▶ **WHAT IS REQUIRED**: Copy each line of the entries below that contains the string "highway".

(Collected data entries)
########

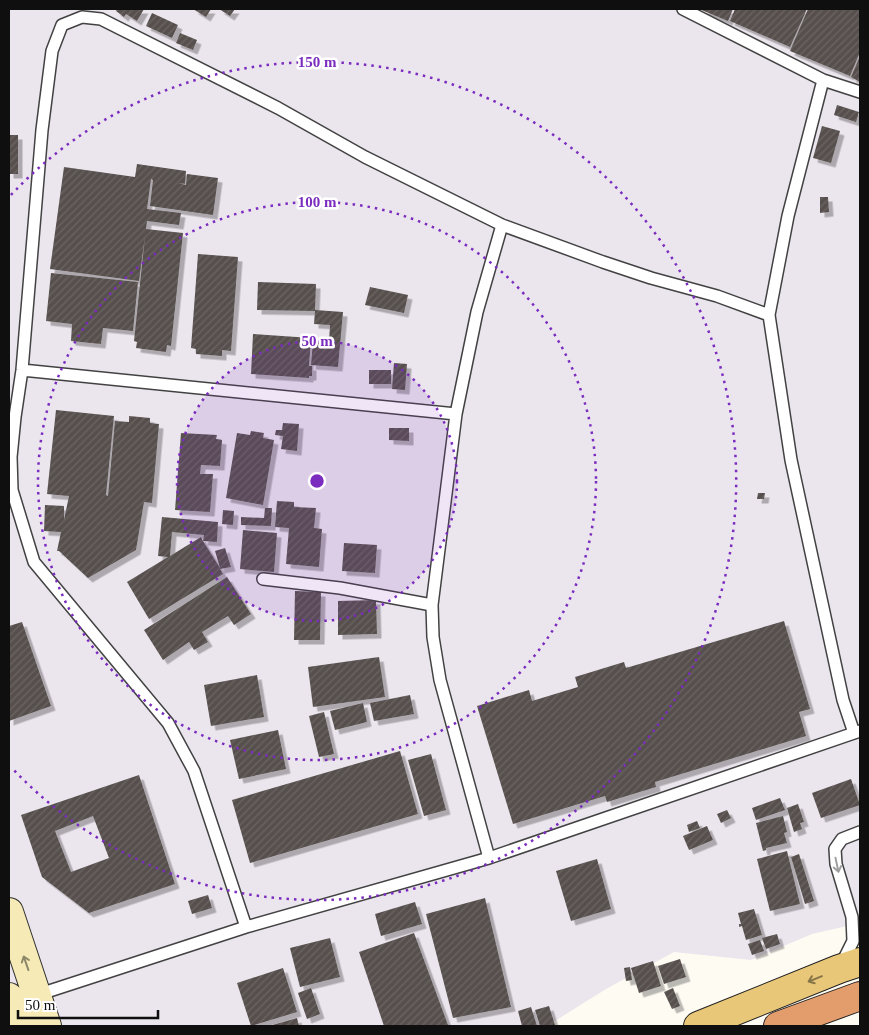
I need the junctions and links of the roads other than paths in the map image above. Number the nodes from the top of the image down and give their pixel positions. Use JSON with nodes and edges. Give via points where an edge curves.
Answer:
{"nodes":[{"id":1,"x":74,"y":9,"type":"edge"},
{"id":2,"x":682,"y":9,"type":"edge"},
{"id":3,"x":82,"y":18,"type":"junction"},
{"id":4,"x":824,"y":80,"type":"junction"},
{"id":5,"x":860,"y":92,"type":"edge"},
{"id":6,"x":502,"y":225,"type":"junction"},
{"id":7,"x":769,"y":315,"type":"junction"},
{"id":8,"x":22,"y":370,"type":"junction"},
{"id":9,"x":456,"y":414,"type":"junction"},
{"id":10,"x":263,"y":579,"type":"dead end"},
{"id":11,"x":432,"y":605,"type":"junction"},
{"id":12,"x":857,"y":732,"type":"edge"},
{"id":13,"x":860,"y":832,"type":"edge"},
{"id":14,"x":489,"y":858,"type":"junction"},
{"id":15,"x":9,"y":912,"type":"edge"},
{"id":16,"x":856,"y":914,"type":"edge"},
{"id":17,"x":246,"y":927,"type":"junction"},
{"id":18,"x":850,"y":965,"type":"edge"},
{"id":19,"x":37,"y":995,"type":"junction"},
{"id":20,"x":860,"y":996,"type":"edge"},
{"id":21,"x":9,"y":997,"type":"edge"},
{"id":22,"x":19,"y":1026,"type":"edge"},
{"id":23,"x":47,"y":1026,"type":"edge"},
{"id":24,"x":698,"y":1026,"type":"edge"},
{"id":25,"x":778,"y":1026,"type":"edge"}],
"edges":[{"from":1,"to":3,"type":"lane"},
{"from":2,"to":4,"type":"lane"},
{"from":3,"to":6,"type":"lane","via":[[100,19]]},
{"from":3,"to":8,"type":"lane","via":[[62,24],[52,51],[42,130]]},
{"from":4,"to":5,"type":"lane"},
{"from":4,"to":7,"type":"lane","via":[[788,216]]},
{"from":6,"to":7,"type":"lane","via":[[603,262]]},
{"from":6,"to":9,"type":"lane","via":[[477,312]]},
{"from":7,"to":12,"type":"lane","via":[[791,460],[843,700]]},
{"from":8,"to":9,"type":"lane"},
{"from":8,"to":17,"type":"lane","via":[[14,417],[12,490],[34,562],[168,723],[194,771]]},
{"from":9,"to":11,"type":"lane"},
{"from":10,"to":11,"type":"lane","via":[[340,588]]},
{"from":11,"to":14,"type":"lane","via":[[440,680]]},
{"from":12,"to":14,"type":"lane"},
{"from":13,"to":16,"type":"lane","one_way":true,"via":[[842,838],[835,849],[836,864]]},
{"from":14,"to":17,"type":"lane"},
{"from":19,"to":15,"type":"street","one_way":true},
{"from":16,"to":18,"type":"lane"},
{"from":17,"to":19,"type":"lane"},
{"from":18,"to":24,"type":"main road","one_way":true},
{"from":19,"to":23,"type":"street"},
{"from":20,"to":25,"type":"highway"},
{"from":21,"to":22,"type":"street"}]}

########

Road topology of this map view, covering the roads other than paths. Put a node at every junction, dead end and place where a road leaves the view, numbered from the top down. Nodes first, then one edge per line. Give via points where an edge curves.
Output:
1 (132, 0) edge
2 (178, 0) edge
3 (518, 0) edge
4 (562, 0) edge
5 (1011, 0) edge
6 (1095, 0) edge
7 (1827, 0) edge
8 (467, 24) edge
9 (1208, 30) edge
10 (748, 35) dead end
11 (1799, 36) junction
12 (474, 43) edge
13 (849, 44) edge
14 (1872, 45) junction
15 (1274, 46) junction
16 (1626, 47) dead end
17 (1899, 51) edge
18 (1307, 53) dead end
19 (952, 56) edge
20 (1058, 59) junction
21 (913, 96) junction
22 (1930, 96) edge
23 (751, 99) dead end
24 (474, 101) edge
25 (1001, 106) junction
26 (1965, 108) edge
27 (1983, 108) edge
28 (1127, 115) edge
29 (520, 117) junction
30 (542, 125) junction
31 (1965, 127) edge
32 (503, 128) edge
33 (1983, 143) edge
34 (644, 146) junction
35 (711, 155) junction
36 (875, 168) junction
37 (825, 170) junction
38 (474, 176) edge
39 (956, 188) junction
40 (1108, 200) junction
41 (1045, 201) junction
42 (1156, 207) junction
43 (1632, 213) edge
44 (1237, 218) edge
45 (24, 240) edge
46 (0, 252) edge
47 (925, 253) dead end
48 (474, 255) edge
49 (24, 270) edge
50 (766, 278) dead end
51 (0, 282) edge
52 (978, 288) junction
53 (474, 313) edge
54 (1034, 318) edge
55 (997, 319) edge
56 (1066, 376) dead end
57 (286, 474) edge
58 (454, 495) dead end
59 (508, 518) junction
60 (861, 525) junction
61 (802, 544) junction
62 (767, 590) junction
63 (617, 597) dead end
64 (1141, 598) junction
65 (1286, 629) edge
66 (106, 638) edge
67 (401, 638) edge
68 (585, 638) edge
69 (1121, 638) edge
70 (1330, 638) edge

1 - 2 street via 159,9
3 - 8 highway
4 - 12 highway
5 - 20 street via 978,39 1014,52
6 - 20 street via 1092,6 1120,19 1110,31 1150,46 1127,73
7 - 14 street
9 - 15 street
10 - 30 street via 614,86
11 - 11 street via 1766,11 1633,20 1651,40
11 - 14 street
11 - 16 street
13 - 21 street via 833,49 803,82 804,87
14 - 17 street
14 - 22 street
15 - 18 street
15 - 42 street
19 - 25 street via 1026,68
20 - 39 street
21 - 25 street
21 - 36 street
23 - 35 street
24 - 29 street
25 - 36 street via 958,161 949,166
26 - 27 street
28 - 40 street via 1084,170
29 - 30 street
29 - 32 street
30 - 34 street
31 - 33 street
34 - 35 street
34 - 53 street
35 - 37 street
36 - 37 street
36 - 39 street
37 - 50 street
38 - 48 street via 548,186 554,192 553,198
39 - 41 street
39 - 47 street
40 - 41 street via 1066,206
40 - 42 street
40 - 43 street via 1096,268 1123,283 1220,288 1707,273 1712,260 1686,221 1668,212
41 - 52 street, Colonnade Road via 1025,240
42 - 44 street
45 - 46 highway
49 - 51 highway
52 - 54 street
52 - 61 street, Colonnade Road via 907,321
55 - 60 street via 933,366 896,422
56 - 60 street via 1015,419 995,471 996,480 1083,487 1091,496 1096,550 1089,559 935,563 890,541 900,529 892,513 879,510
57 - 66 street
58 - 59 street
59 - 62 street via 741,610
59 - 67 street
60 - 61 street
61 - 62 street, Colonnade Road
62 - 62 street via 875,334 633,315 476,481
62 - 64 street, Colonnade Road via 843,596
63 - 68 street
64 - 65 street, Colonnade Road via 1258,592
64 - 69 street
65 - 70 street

########

▶ **RESPONSE AREA**:
{"from":20,"to":25,"type":"highway"},
3 - 8 highway
4 - 12 highway
45 - 46 highway
49 - 51 highway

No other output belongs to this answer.